LEO VARADKAR has hit out at the “bonkers” conspiracy theories being promoted by some anti-lockdown protesters in Ireland.
According to The Sunday Times, several of the demonstrators involved in the Dublin city centre riot believe state broadcaster RTÉ is part of a shadowy organisation which kills and harvests babies for something called “adrenochrome” which apparently helps celebrities look young.
Commenting on the crazed theory, Varadkar dismissed those claims as “bonkers” telling Newstalk it is not far from “the kind of QAnon stuff that we’ve seen in America and other parts of the world, which bizarrely gained a certain degree of traction.”

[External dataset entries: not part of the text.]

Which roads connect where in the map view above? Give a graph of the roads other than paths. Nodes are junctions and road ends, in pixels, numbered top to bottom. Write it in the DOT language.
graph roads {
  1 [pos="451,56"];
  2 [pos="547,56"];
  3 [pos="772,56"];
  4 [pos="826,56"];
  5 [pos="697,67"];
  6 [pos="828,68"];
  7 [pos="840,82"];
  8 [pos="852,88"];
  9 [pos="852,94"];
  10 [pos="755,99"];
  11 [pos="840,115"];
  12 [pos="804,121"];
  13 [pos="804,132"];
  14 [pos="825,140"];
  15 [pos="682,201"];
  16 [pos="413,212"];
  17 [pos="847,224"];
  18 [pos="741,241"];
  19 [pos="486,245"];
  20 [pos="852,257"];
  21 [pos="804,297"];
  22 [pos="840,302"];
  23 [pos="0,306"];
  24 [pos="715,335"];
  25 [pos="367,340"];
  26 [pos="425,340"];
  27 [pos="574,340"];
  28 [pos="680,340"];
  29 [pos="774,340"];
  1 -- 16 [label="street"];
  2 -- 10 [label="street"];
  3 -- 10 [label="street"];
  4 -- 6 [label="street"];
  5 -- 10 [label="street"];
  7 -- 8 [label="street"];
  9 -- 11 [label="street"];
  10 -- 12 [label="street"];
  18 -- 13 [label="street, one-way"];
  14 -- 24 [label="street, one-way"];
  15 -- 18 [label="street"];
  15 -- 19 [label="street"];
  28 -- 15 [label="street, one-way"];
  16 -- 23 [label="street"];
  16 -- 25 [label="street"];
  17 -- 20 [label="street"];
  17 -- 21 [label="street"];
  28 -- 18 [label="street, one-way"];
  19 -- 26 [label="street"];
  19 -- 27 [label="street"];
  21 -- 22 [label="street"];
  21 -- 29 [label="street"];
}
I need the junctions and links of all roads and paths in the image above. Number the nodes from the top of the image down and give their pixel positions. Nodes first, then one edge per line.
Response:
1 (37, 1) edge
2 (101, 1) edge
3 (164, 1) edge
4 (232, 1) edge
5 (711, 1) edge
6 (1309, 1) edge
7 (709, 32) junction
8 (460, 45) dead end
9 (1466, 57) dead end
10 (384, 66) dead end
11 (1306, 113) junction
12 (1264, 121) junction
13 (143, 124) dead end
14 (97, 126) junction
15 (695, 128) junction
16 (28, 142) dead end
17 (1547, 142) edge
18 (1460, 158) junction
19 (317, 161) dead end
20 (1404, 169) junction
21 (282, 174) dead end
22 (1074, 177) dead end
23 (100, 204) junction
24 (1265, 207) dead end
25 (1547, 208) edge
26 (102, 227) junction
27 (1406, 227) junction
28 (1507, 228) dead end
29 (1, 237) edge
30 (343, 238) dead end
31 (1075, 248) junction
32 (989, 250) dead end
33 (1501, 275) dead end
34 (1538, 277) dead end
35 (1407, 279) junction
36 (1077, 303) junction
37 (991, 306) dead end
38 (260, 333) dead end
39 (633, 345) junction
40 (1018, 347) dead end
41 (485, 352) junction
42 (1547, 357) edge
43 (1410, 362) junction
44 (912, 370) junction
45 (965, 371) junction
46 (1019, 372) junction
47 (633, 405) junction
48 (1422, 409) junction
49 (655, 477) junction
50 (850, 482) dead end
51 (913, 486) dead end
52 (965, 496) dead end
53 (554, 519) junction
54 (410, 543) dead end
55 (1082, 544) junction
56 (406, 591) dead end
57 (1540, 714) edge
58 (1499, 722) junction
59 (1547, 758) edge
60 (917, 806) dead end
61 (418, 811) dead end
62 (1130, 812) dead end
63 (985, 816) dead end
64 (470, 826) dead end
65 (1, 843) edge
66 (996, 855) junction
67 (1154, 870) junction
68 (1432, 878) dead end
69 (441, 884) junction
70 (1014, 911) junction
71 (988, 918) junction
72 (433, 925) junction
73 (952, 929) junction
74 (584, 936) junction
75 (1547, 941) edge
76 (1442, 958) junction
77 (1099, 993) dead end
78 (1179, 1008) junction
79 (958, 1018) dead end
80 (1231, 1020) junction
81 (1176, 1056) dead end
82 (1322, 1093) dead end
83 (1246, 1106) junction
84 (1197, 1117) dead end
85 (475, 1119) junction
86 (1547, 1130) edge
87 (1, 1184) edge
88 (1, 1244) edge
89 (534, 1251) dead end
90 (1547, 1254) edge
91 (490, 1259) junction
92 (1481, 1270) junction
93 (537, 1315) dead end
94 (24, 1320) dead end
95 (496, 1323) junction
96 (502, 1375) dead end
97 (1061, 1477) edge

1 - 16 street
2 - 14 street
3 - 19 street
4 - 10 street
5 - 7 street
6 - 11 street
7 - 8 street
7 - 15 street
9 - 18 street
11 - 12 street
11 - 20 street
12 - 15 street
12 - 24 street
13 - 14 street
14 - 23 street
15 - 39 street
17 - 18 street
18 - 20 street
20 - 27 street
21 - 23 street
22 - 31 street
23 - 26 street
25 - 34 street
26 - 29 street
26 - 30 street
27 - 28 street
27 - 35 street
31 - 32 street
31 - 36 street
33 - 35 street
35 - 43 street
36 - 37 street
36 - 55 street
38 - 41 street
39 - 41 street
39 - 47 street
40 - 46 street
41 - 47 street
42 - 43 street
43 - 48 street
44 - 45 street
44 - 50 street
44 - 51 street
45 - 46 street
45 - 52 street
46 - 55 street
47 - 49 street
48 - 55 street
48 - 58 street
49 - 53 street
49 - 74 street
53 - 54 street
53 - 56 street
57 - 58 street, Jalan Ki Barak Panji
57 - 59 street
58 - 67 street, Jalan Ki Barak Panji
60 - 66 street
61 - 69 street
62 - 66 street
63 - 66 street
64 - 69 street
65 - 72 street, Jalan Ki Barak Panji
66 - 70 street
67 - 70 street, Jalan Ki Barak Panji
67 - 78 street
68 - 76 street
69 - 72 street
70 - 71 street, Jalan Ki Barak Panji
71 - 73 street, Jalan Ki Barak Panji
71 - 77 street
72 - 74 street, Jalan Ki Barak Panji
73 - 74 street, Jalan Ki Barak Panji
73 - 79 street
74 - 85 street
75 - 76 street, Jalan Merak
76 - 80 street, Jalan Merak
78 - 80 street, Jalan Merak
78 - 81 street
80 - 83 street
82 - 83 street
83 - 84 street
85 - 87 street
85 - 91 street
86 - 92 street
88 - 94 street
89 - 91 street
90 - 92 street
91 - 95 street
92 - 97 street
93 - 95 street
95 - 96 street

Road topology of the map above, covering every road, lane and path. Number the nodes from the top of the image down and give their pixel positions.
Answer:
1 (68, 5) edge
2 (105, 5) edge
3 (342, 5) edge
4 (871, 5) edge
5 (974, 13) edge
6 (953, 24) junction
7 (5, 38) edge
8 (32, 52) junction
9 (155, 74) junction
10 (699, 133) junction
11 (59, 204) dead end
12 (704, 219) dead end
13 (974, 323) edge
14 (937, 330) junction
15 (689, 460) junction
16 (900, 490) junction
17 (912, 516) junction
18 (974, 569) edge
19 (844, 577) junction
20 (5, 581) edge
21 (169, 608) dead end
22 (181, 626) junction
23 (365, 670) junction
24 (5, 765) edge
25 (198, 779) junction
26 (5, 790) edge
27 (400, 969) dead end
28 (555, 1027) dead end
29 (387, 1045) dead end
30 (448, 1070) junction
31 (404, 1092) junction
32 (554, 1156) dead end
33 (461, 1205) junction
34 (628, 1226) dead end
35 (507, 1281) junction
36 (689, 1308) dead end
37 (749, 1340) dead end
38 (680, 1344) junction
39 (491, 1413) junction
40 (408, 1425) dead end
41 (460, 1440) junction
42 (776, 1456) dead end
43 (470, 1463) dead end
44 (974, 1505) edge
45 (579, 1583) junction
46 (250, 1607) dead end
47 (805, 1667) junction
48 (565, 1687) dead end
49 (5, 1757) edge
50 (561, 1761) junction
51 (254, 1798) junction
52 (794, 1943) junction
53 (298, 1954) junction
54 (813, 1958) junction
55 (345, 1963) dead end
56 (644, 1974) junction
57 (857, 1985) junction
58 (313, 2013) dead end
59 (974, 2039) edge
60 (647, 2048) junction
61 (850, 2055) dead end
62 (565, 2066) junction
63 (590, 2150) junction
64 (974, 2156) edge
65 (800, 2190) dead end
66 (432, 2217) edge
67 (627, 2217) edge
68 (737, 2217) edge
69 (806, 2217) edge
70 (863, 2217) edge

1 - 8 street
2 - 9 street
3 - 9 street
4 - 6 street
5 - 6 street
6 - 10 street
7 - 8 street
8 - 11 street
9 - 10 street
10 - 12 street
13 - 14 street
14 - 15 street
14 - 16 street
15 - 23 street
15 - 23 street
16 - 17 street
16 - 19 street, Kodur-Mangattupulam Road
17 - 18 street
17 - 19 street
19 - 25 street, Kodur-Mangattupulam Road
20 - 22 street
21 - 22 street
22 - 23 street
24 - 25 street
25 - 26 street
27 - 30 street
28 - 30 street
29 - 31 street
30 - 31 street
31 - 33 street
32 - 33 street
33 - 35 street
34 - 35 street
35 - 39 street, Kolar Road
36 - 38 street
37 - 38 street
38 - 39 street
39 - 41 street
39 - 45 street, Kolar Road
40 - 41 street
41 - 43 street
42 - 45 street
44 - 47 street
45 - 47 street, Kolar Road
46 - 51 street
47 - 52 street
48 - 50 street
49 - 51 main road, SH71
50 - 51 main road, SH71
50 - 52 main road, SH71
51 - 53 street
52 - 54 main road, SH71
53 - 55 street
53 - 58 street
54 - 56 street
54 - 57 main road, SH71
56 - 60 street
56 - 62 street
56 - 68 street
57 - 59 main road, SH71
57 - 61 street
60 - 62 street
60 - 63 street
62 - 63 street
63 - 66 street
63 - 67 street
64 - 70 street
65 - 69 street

QAnon conspiracy theorists believe former US President Donald Trump is waging a secret war with a cabal of Hollywood A-list paedophiles and Democrats.
The theory has led to several high-profile shootings across the US, with believers attacking family members and, in one instance, laying siege to staff and customers at a restaurant falsely accused of serving as a front for a major pedophile ring.
Conspiracy theories of this kind have been a major talking point in recent months, given the clear QAnon influence over the violence witnessed in the US Capitol back in January.
And while it’s some Varadkar is keen to combat, he’s also wary of the government taking too hardline an approach to combat misinformation.
He said: “I’m reluctant to do anything that would involve infringing free speech but I think there are things that can be done.”
“Certainly, with the online safety commissioner being established, it will be possible to order platforms to take down harmful content that incites harmful content, if they don’t do that already,” Varadkar continued.
“And anything that incites violence in my view is harmful content.
“And I think there’s a responsibility on some of the social platforms as well to do the exact same.
“But often this stuff as you know isn’t hosted on the major platforms that are household names. There are some fringe ones out there as well that aren’t regulated in Ireland.”
Varadkar condemned the demonstrations seen in Dublin.
“It wasn’t a protest, it was a riot,” he said.
“And there’s no excuse for using that kind of violence to advance a political cause, no matter what that cause is. I think we’re just lucky that somebody didn’t get seriously injured or killed.”
He did, however, reserve some praise for the efforts of the gardai on the day.
“The fact that we saw people being brought to court that very night was a really good example of very swift and very quick policing,” he said.
“But in a pandemic really there shouldn’t be any protests. Gatherings of this nature are not allowed in Level 5 lockdown and while social distance protests are possible, this certainly wasn’t that.”